"""

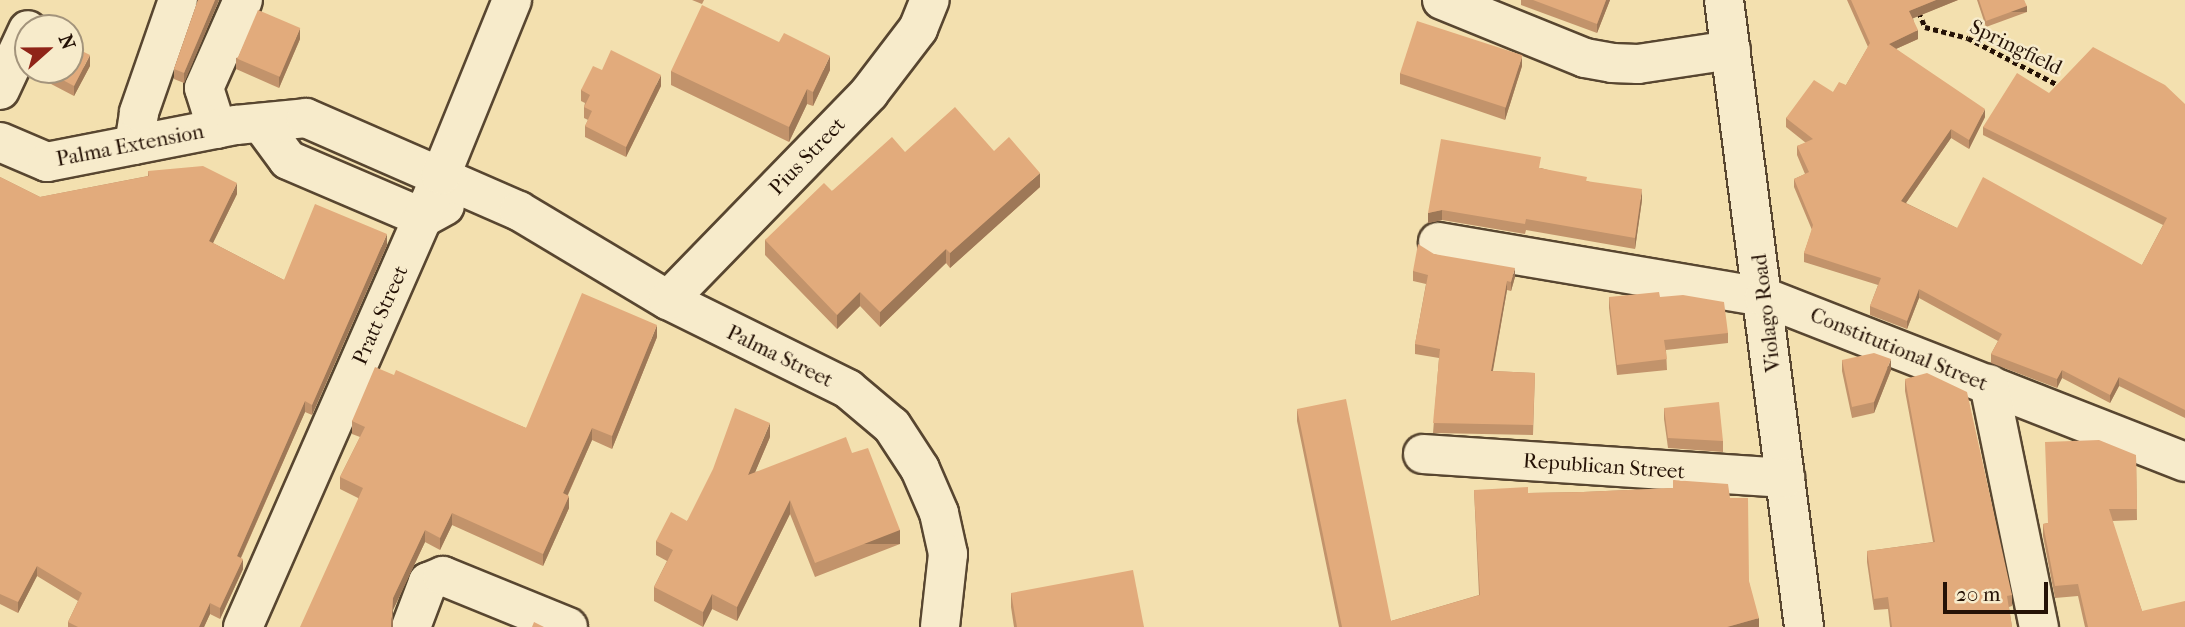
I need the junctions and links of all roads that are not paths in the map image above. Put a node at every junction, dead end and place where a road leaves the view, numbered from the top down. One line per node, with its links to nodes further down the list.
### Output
1 (178, 0): 13 (street)
2 (243, 0): 11 (street)
3 (512, 0): 14 (street)
4 (930, 0): 18 (street, Pius Street)
5 (1442, 0): 7 (street)
6 (1724, 0): 7 (street, Violago Road)
7 (1731, 50): 17 (street, Violago Road)
8 (14, 61): 9 (street)
9 (0, 90)
10 (262, 126): 11 (street, Palma Extension); 14 (street, Palma Street); 15 (street)
11 (217, 129): 13 (street, Palma Extension)
12 (0, 142): 13 (street, Palma Extension)
13 (134, 145)
14 (458, 182): 15 (street); 18 (street, Palma Street)
15 (423, 218): 23 (street, Pratt Street)
16 (1438, 242): 17 (street, Constitutional Street)
17 (1764, 297): 19 (street, Constitutional Street); 22 (street, Violago Road)
18 (668, 300): 26 (street, Palma Street)
19 (1989, 384): 21 (street, Constitutional Street); 28 (street)
20 (1423, 454): 22 (street, Republican Street)
21 (2183, 470)
22 (1785, 478): 27 (street, Violago Road)
23 (243, 627)
24 (411, 627): 25 (street)
25 (568, 627)
26 (940, 627)
27 (1804, 627)
28 (2039, 627)

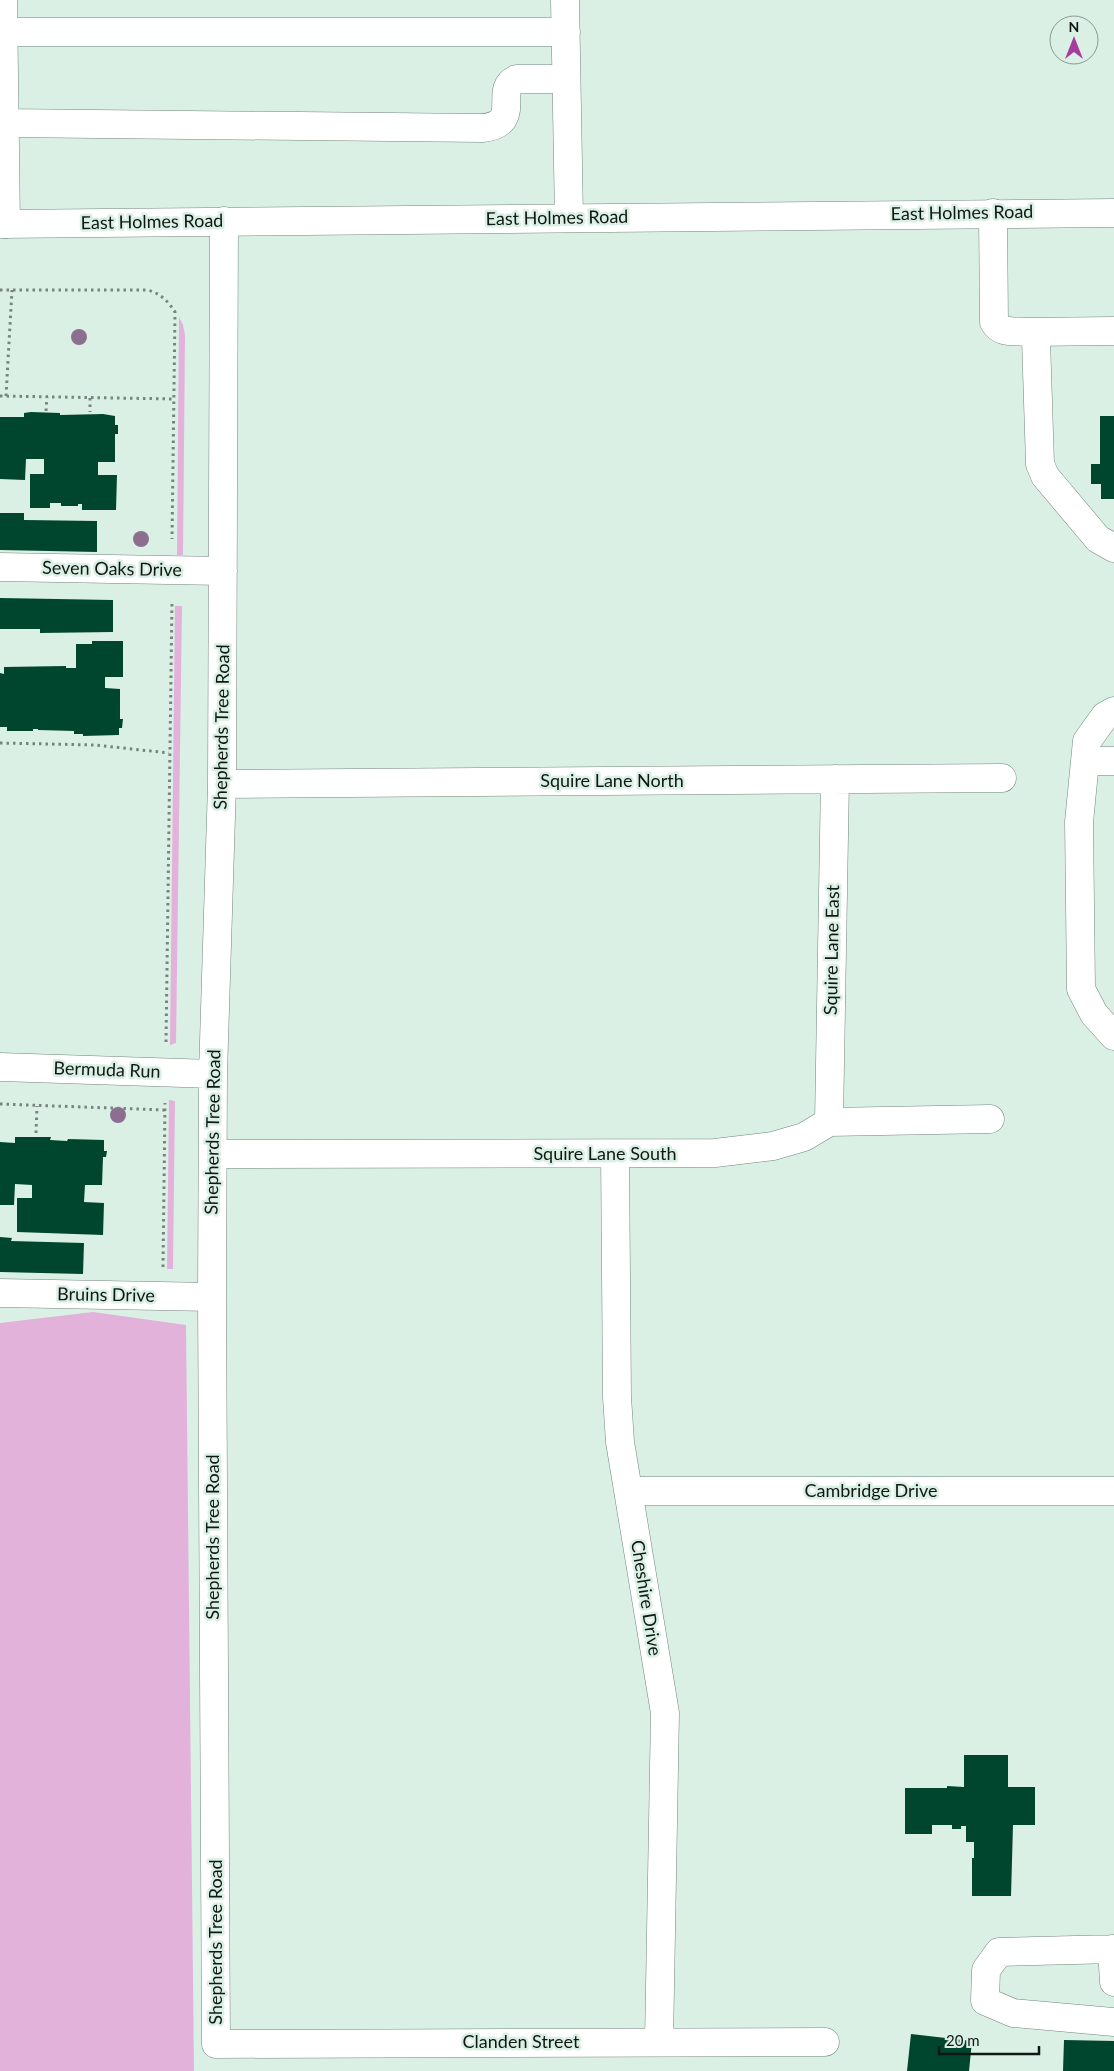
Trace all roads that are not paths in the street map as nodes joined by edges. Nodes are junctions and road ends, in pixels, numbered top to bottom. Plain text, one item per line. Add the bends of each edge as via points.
1 (3, 0) edge
2 (565, 0) edge
3 (4, 32) junction
4 (566, 32) junction
5 (566, 79) junction
6 (5, 123) junction
7 (1114, 212) edge
8 (993, 213) junction
9 (569, 218) junction
10 (224, 221) junction
11 (3, 224) edge
12 (1114, 331) edge
13 (1027, 332) junction
14 (1114, 548) edge
15 (0, 567) edge
16 (223, 571) junction
17 (1114, 711) edge
18 (1085, 760) junction
19 (1114, 761) edge
20 (1002, 778) dead end
21 (835, 779) junction
22 (222, 784) junction
23 (1114, 1036) edge
24 (0, 1067) edge
25 (213, 1074) junction
26 (990, 1120) dead end
27 (829, 1122) junction
28 (213, 1154) junction
29 (615, 1154) junction
30 (0, 1293) edge
31 (212, 1297) junction
32 (628, 1491) junction
33 (1114, 1491) edge
34 (1113, 1949) edge
35 (1114, 1982) edge
36 (1114, 2022) edge
37 (659, 2042) junction
38 (825, 2042) dead end
39 (216, 2044) joint

1 - 3 street
2 - 4 street
3 - 4 street
3 - 6 street
4 - 5 street
5 - 6 street via 512,81 507,89 503,119 494,126 482,128
5 - 9 street
6 - 11 street
7 - 8 street, East Holmes Road
8 - 9 street, East Holmes Road
8 - 13 street via 994,322 1004,331
9 - 10 street, East Holmes Road
10 - 11 street, East Holmes Road
10 - 16 street, Shepherds Tree Road
12 - 13 street
13 - 14 street via 1035,336 1037,348 1040,464 1046,476 1098,539
15 - 16 street, Seven Oaks Drive
16 - 22 street, Shepherds Tree Road
17 - 18 street via 1105,716 1087,741
18 - 19 street
18 - 23 street via 1080,822 1081,989 1094,1014
20 - 21 street, Squire Lane North
21 - 22 street, Squire Lane North
21 - 27 street, Squire Lane East
22 - 25 street, Shepherds Tree Road
24 - 25 street, Bermuda Run
25 - 28 street, Shepherds Tree Road
26 - 27 street, Squire Lane South
27 - 29 street, Squire Lane South via 804,1136 746,1151
28 - 29 street, Squire Lane South
28 - 31 street, Shepherds Tree Road
29 - 32 street, Cheshire Drive via 617,1397
30 - 31 street, Bruins Drive
31 - 39 street, Shepherds Tree Road
32 - 33 street, Cambridge Drive
32 - 37 street, Cheshire Drive via 665,1713
34 - 35 street
34 - 36 street via 999,1952 986,1970 985,2000 1013,2013
37 - 38 street, Clanden Street
37 - 39 street, Clanden Street

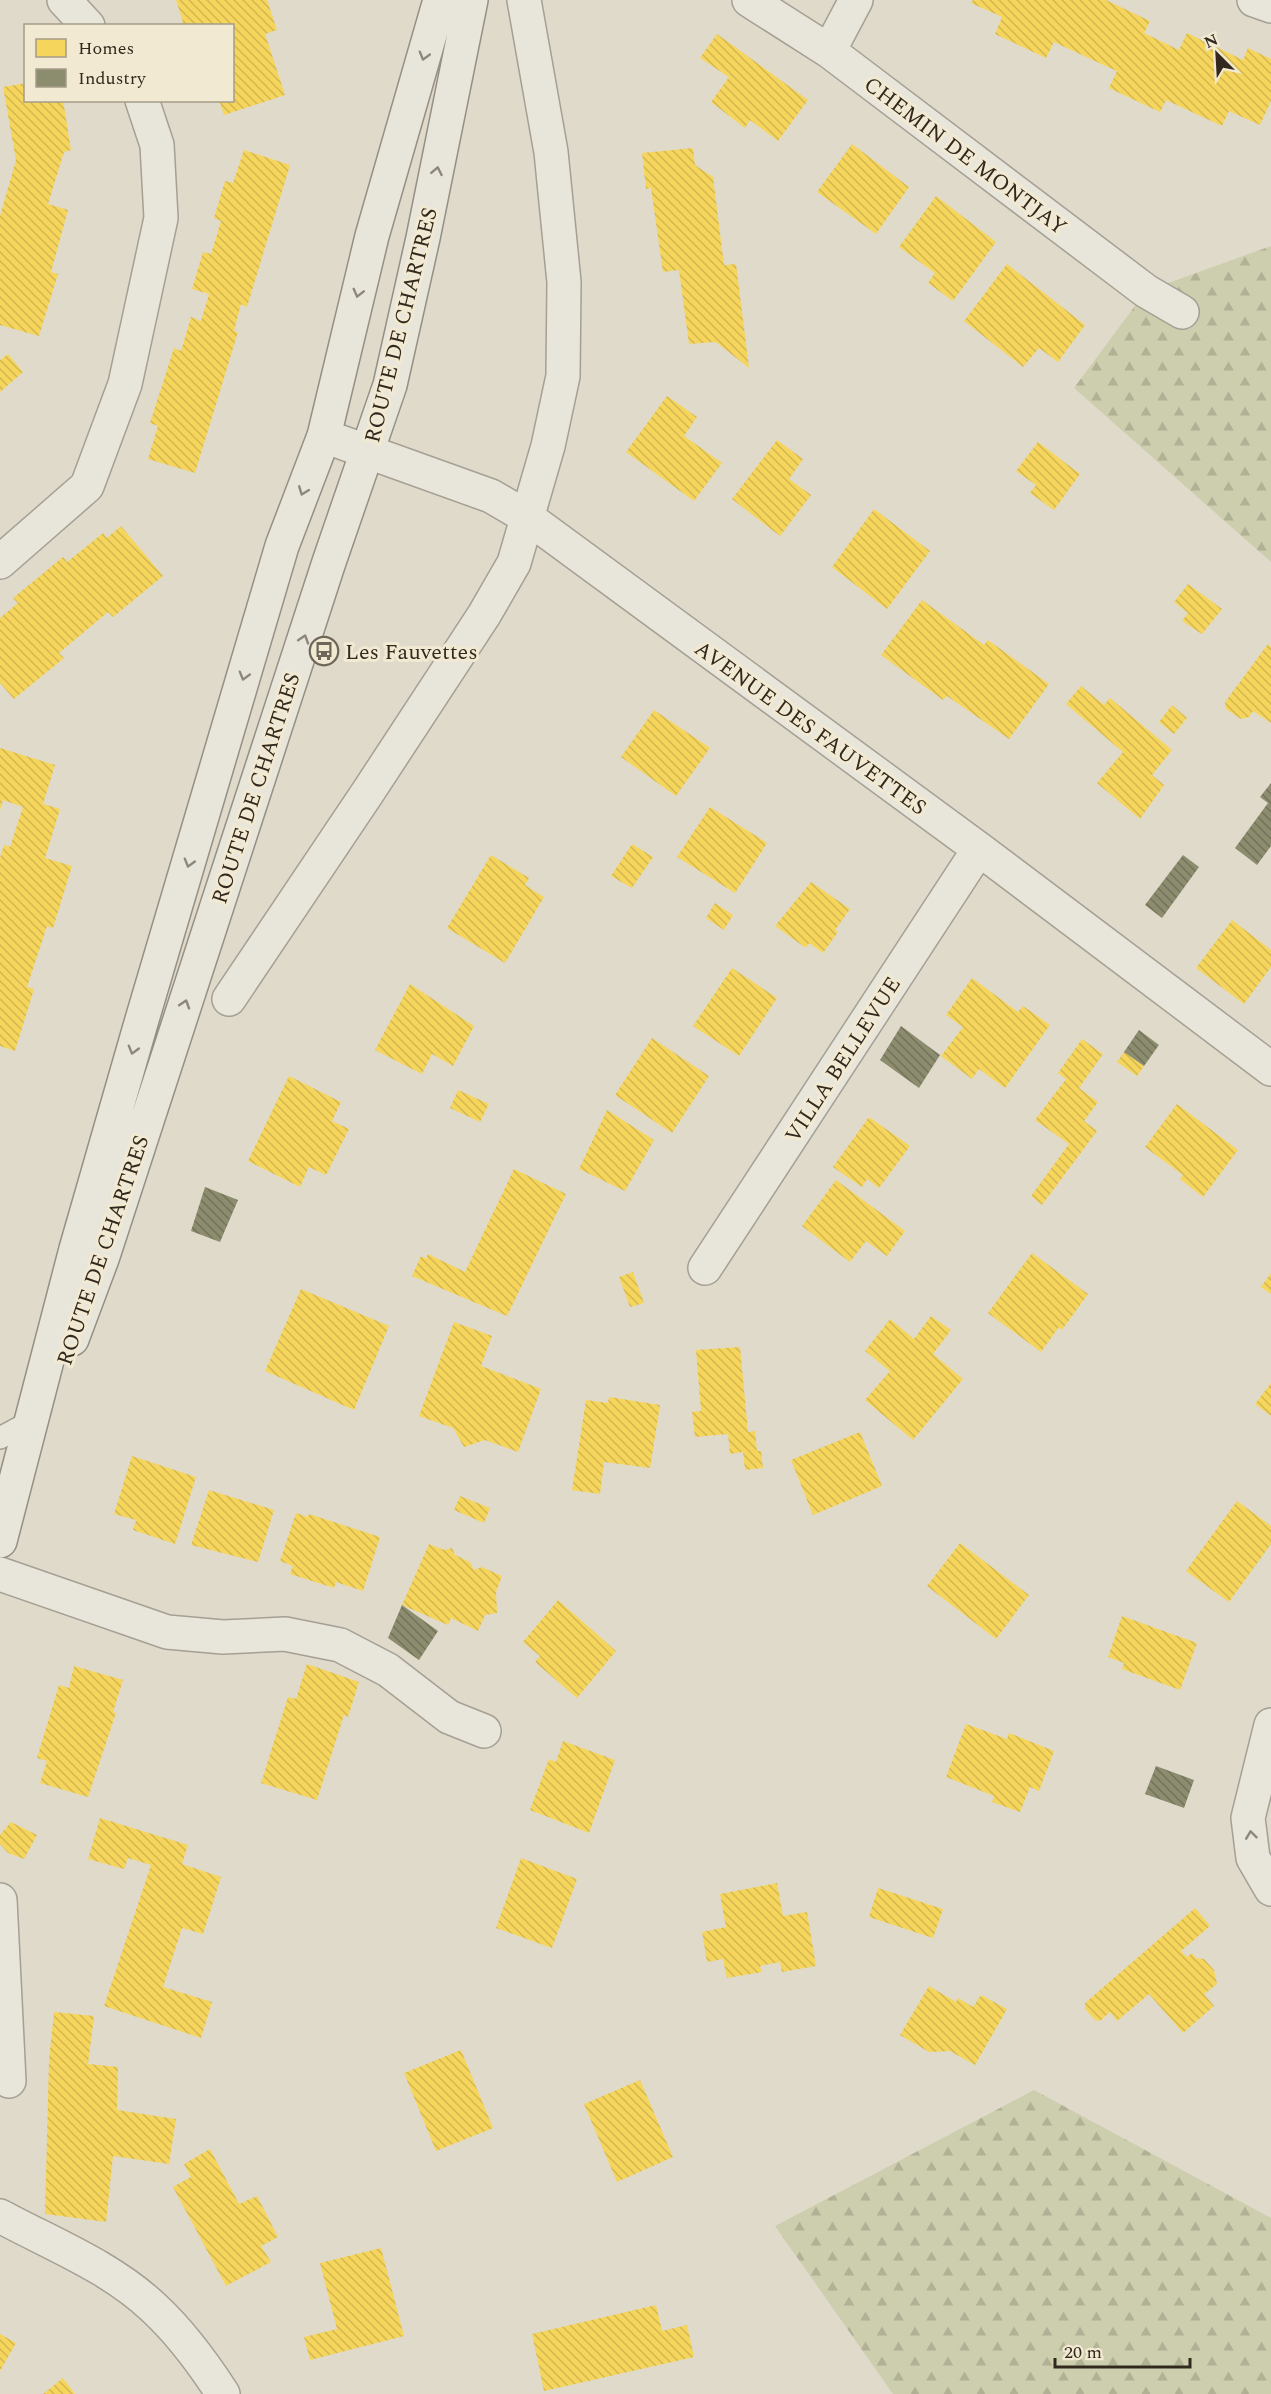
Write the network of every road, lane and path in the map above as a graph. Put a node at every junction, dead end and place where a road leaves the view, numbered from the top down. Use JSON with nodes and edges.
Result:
{"nodes":[{"id":1,"x":64,"y":0,"type":"edge"},
{"id":2,"x":440,"y":0,"type":"edge"},
{"id":3,"x":471,"y":0,"type":"edge"},
{"id":4,"x":524,"y":0,"type":"edge"},
{"id":5,"x":749,"y":0,"type":"edge"},
{"id":6,"x":856,"y":0,"type":"edge"},
{"id":7,"x":1254,"y":0,"type":"edge"},
{"id":8,"x":1271,"y":6,"type":"edge"},
{"id":9,"x":86,"y":24,"type":"edge"},
{"id":10,"x":829,"y":51,"type":"junction"},
{"id":11,"x":143,"y":102,"type":"edge"},
{"id":12,"x":1182,"y":312,"type":"dead end"},
{"id":13,"x":324,"y":436,"type":"junction"},
{"id":14,"x":369,"y":452,"type":"junction"},
{"id":15,"x":526,"y":517,"type":"junction"},
{"id":16,"x":0,"y":562,"type":"edge"},
{"id":17,"x":979,"y":849,"type":"junction"},
{"id":18,"x":229,"y":999,"type":"dead end"},
{"id":19,"x":1271,"y":1069,"type":"edge"},
{"id":20,"x":705,"y":1268,"type":"dead end"},
{"id":21,"x":33,"y":1420,"type":"junction"},
{"id":22,"x":0,"y":1438,"type":"edge"},
{"id":23,"x":14,"y":1495,"type":"junction"},
{"id":24,"x":0,"y":1541,"type":"edge"},
{"id":25,"x":0,"y":1574,"type":"edge"},
{"id":26,"x":1271,"y":1725,"type":"edge"},
{"id":27,"x":484,"y":1731,"type":"dead end"},
{"id":28,"x":1271,"y":1889,"type":"edge"},
{"id":29,"x":0,"y":1900,"type":"edge"},
{"id":30,"x":9,"y":2081,"type":"dead end"},
{"id":31,"x":0,"y":2216,"type":"edge"},
{"id":32,"x":223,"y":2394,"type":"edge"}],
"edges":[{"from":1,"to":9,"type":"street"},
{"from":2,"to":13,"type":"street","name":"ROUTE DE CHARTRES","one_way":true},
{"from":14,"to":3,"type":"street","name":"ROUTE DE CHARTRES","one_way":true},
{"from":4,"to":15,"type":"street"},
{"from":5,"to":10,"type":"street","name":"CHEMIN DE MONTJAY"},
{"from":6,"to":10,"type":"street"},
{"from":7,"to":8,"type":"street"},
{"from":10,"to":12,"type":"street","name":"CHEMIN DE MONTJAY"},
{"from":11,"to":16,"type":"street"},
{"from":13,"to":14,"type":"street","name":"AVENUE DES FAUVETTES"},
{"from":13,"to":21,"type":"street","name":"ROUTE DE CHARTRES","one_way":true},
{"from":14,"to":15,"type":"street","name":"AVENUE DES FAUVETTES"},
{"from":23,"to":14,"type":"street","name":"ROUTE DE CHARTRES","one_way":true},
{"from":15,"to":17,"type":"street","name":"AVENUE DES FAUVETTES"},
{"from":15,"to":18,"type":"street"},
{"from":17,"to":19,"type":"street","name":"AVENUE DES FAUVETTES"},
{"from":17,"to":20,"type":"street","name":"VILLA BELLEVUE"},
{"from":21,"to":22,"type":"lane"},
{"from":21,"to":23,"type":"street","name":"ROUTE DE CHARTRES"},
{"from":23,"to":24,"type":"street","name":"ROUTE DE CHARTRES"},
{"from":25,"to":27,"type":"street"},
{"from":28,"to":26,"type":"street","one_way":true},
{"from":29,"to":30,"type":"street"},
{"from":31,"to":32,"type":"street"}]}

"""

** Problem requirements **
Where a line of the material holds the word "numbered", copy that line.

** Solution for this exercise **
I need the junctions and links of all roads that are not paths in the map image above. Put a node at every junction, dead end and place where a road leaves the view, numbered from the top down. One line per node, with its links to nodes further down the list.
Trace all roads that are not paths in the street map as nodes joined by edges. Nodes are junctions and road ends, in pixels, numbered top to bottom. Plain text, one item per line. Add the bends of each edge as via points.
Write the network of every road, lane and path in the map above as a graph. Put a node at every junction, dead end and place where a road leaves the view, numbered from the top down. Use JSON with nodes and edges.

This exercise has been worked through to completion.